* Exercise directions *
The expected output is every entry below, exact in every character.

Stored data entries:

---------------

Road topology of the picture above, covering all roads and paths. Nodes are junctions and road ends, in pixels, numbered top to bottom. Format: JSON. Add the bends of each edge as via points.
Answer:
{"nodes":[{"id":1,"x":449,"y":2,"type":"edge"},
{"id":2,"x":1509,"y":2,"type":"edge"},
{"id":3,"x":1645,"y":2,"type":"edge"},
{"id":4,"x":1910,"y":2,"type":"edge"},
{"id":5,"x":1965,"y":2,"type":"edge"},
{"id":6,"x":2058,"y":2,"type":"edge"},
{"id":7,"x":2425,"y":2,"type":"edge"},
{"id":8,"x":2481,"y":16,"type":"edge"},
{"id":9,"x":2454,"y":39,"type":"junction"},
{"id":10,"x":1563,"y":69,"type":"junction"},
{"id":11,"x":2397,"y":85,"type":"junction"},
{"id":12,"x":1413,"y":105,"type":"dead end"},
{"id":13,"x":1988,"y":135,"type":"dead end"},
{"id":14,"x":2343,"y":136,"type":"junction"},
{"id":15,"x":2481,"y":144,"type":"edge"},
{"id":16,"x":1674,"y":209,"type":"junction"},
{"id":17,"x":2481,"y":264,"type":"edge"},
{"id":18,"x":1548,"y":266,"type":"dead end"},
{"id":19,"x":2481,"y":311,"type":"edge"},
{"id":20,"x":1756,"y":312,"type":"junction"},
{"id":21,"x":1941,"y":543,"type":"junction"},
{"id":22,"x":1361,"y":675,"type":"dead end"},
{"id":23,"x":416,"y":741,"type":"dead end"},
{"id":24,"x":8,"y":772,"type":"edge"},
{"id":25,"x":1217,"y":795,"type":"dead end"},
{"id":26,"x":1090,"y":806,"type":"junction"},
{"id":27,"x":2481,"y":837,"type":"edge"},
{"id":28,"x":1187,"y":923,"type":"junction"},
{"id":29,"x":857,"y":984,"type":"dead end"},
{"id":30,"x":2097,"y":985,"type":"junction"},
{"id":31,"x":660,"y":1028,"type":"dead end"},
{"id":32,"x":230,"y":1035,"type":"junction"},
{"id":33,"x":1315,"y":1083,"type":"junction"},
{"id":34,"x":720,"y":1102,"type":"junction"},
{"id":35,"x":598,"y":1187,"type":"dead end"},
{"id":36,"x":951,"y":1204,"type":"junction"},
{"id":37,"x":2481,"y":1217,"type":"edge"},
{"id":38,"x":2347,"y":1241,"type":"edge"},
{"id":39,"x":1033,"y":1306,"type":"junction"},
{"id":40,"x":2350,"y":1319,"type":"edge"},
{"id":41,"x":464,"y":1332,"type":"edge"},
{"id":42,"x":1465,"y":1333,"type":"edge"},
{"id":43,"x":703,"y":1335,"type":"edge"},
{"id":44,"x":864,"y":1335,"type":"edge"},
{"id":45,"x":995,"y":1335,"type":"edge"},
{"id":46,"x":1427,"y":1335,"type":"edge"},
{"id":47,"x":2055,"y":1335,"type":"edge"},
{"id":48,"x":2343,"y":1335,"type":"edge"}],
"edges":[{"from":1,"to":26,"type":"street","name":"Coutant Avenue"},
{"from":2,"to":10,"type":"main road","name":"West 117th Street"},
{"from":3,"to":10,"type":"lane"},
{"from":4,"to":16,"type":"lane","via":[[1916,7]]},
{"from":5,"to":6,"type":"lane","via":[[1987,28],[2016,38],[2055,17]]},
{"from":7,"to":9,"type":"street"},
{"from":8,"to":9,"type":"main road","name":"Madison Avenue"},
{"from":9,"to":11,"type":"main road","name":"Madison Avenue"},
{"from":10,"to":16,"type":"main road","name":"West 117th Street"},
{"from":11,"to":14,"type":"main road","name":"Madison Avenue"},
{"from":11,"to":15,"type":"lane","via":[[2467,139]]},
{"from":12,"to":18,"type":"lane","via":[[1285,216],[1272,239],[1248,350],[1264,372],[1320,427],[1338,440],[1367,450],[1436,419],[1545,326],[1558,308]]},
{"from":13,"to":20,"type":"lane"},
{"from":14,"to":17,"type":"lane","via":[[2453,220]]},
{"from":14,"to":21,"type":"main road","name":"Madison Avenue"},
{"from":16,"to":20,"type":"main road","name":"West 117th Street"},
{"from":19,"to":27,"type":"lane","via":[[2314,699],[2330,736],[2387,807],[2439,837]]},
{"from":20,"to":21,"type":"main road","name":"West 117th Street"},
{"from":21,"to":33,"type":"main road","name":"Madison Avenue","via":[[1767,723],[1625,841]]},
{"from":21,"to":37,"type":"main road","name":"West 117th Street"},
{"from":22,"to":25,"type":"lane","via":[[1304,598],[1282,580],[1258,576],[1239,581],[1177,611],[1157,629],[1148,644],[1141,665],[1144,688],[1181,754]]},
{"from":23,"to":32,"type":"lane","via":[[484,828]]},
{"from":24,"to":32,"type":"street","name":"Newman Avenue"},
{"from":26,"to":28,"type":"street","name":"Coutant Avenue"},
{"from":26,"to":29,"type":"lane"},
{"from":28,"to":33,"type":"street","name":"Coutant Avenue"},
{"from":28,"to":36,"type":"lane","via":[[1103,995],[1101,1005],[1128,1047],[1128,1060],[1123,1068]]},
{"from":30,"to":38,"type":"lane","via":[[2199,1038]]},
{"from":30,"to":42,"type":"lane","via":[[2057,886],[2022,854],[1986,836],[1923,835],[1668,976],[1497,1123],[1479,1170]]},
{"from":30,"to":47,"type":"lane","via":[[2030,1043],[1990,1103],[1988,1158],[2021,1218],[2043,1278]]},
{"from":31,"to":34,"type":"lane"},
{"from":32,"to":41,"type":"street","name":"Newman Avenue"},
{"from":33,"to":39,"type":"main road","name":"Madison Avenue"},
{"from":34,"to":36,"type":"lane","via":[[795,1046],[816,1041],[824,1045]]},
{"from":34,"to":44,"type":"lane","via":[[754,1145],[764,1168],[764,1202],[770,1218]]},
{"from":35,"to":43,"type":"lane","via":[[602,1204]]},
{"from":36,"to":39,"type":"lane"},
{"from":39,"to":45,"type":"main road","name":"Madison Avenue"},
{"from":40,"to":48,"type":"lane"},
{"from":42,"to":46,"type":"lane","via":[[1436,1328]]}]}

---------------

* Expected answer *
Road topology of the picture above, covering all roads and paths. Nodes are junctions and road ends, in pixels, numbered top to bottom. Format: JSON. Add the bends of each edge as via points.
Answer:
{"nodes":[{"id":1,"x":449,"y":2,"type":"edge"},
{"id":2,"x":1509,"y":2,"type":"edge"},
{"id":3,"x":1645,"y":2,"type":"edge"},
{"id":4,"x":1910,"y":2,"type":"edge"},
{"id":5,"x":1965,"y":2,"type":"edge"},
{"id":6,"x":2058,"y":2,"type":"edge"},
{"id":7,"x":2425,"y":2,"type":"edge"},
{"id":8,"x":2481,"y":16,"type":"edge"},
{"id":9,"x":2454,"y":39,"type":"junction"},
{"id":10,"x":1563,"y":69,"type":"junction"},
{"id":11,"x":2397,"y":85,"type":"junction"},
{"id":12,"x":1413,"y":105,"type":"dead end"},
{"id":13,"x":1988,"y":135,"type":"dead end"},
{"id":14,"x":2343,"y":136,"type":"junction"},
{"id":15,"x":2481,"y":144,"type":"edge"},
{"id":16,"x":1674,"y":209,"type":"junction"},
{"id":17,"x":2481,"y":264,"type":"edge"},
{"id":18,"x":1548,"y":266,"type":"dead end"},
{"id":19,"x":2481,"y":311,"type":"edge"},
{"id":20,"x":1756,"y":312,"type":"junction"},
{"id":21,"x":1941,"y":543,"type":"junction"},
{"id":22,"x":1361,"y":675,"type":"dead end"},
{"id":23,"x":416,"y":741,"type":"dead end"},
{"id":24,"x":8,"y":772,"type":"edge"},
{"id":25,"x":1217,"y":795,"type":"dead end"},
{"id":26,"x":1090,"y":806,"type":"junction"},
{"id":27,"x":2481,"y":837,"type":"edge"},
{"id":28,"x":1187,"y":923,"type":"junction"},
{"id":29,"x":857,"y":984,"type":"dead end"},
{"id":30,"x":2097,"y":985,"type":"junction"},
{"id":31,"x":660,"y":1028,"type":"dead end"},
{"id":32,"x":230,"y":1035,"type":"junction"},
{"id":33,"x":1315,"y":1083,"type":"junction"},
{"id":34,"x":720,"y":1102,"type":"junction"},
{"id":35,"x":598,"y":1187,"type":"dead end"},
{"id":36,"x":951,"y":1204,"type":"junction"},
{"id":37,"x":2481,"y":1217,"type":"edge"},
{"id":38,"x":2347,"y":1241,"type":"edge"},
{"id":39,"x":1033,"y":1306,"type":"junction"},
{"id":40,"x":2350,"y":1319,"type":"edge"},
{"id":41,"x":464,"y":1332,"type":"edge"},
{"id":42,"x":1465,"y":1333,"type":"edge"},
{"id":43,"x":703,"y":1335,"type":"edge"},
{"id":44,"x":864,"y":1335,"type":"edge"},
{"id":45,"x":995,"y":1335,"type":"edge"},
{"id":46,"x":1427,"y":1335,"type":"edge"},
{"id":47,"x":2055,"y":1335,"type":"edge"},
{"id":48,"x":2343,"y":1335,"type":"edge"}],
"edges":[{"from":1,"to":26,"type":"street","name":"Coutant Avenue"},
{"from":2,"to":10,"type":"main road","name":"West 117th Street"},
{"from":3,"to":10,"type":"lane"},
{"from":4,"to":16,"type":"lane","via":[[1916,7]]},
{"from":5,"to":6,"type":"lane","via":[[1987,28],[2016,38],[2055,17]]},
{"from":7,"to":9,"type":"street"},
{"from":8,"to":9,"type":"main road","name":"Madison Avenue"},
{"from":9,"to":11,"type":"main road","name":"Madison Avenue"},
{"from":10,"to":16,"type":"main road","name":"West 117th Street"},
{"from":11,"to":14,"type":"main road","name":"Madison Avenue"},
{"from":11,"to":15,"type":"lane","via":[[2467,139]]},
{"from":12,"to":18,"type":"lane","via":[[1285,216],[1272,239],[1248,350],[1264,372],[1320,427],[1338,440],[1367,450],[1436,419],[1545,326],[1558,308]]},
{"from":13,"to":20,"type":"lane"},
{"from":14,"to":17,"type":"lane","via":[[2453,220]]},
{"from":14,"to":21,"type":"main road","name":"Madison Avenue"},
{"from":16,"to":20,"type":"main road","name":"West 117th Street"},
{"from":19,"to":27,"type":"lane","via":[[2314,699],[2330,736],[2387,807],[2439,837]]},
{"from":20,"to":21,"type":"main road","name":"West 117th Street"},
{"from":21,"to":33,"type":"main road","name":"Madison Avenue","via":[[1767,723],[1625,841]]},
{"from":21,"to":37,"type":"main road","name":"West 117th Street"},
{"from":22,"to":25,"type":"lane","via":[[1304,598],[1282,580],[1258,576],[1239,581],[1177,611],[1157,629],[1148,644],[1141,665],[1144,688],[1181,754]]},
{"from":23,"to":32,"type":"lane","via":[[484,828]]},
{"from":24,"to":32,"type":"street","name":"Newman Avenue"},
{"from":26,"to":28,"type":"street","name":"Coutant Avenue"},
{"from":26,"to":29,"type":"lane"},
{"from":28,"to":33,"type":"street","name":"Coutant Avenue"},
{"from":28,"to":36,"type":"lane","via":[[1103,995],[1101,1005],[1128,1047],[1128,1060],[1123,1068]]},
{"from":30,"to":38,"type":"lane","via":[[2199,1038]]},
{"from":30,"to":42,"type":"lane","via":[[2057,886],[2022,854],[1986,836],[1923,835],[1668,976],[1497,1123],[1479,1170]]},
{"from":30,"to":47,"type":"lane","via":[[2030,1043],[1990,1103],[1988,1158],[2021,1218],[2043,1278]]},
{"from":31,"to":34,"type":"lane"},
{"from":32,"to":41,"type":"street","name":"Newman Avenue"},
{"from":33,"to":39,"type":"main road","name":"Madison Avenue"},
{"from":34,"to":36,"type":"lane","via":[[795,1046],[816,1041],[824,1045]]},
{"from":34,"to":44,"type":"lane","via":[[754,1145],[764,1168],[764,1202],[770,1218]]},
{"from":35,"to":43,"type":"lane","via":[[602,1204]]},
{"from":36,"to":39,"type":"lane"},
{"from":39,"to":45,"type":"main road","name":"Madison Avenue"},
{"from":40,"to":48,"type":"lane"},
{"from":42,"to":46,"type":"lane","via":[[1436,1328]]}]}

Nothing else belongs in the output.